TASK STATEMENT ::
Go through the lines below. Copy those with "Neckarstraße".

DATA RECORDS ::
━━━

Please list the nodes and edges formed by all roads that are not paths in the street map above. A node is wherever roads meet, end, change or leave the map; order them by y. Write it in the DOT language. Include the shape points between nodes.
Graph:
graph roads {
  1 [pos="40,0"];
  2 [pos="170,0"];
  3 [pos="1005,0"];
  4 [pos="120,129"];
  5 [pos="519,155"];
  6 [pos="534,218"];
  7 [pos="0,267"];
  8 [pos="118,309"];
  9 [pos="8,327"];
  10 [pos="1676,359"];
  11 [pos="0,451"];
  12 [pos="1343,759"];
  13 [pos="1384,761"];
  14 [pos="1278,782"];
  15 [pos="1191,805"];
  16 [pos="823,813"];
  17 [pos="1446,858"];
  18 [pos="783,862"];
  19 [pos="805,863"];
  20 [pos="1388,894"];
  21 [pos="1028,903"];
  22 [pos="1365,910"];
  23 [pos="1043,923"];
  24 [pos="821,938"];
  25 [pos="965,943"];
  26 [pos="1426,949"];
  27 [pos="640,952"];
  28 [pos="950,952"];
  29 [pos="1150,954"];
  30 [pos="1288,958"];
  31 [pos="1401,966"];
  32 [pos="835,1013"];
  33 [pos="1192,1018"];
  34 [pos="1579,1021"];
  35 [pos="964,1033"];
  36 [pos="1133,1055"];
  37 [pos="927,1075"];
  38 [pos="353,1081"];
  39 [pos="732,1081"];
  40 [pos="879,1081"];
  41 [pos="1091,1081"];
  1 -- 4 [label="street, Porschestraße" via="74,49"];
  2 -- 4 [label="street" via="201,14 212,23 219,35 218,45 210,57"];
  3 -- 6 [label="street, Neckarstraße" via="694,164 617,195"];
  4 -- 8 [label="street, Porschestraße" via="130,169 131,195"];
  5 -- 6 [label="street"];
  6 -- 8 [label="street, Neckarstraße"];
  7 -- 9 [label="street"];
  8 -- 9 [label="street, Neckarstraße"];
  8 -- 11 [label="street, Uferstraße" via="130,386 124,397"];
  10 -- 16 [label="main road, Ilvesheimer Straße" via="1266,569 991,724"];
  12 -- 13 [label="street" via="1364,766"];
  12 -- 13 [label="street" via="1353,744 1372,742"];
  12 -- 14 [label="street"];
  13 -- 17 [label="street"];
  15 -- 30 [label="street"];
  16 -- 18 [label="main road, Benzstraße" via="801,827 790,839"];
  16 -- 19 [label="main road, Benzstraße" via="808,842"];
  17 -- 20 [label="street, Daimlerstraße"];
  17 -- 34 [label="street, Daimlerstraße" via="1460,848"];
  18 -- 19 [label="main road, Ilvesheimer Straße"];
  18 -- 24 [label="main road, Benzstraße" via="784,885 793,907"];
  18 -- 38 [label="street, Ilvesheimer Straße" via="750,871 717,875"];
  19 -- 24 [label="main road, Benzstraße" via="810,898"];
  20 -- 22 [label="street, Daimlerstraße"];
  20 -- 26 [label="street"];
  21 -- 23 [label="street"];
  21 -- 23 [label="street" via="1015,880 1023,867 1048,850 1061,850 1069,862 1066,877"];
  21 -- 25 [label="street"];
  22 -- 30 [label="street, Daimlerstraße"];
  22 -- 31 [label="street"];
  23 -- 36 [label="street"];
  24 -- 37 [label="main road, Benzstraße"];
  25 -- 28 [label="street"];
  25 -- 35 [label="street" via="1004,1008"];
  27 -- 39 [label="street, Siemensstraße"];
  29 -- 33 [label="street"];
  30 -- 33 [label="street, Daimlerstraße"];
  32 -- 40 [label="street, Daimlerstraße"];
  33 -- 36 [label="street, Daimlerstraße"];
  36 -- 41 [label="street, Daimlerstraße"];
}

━━━

EXERCISE SOLUTION ::
  3 -- 6 [label="street, Neckarstraße" via="694,164 617,195"];
  6 -- 8 [label="street, Neckarstraße"];
  8 -- 9 [label="street, Neckarstraße"];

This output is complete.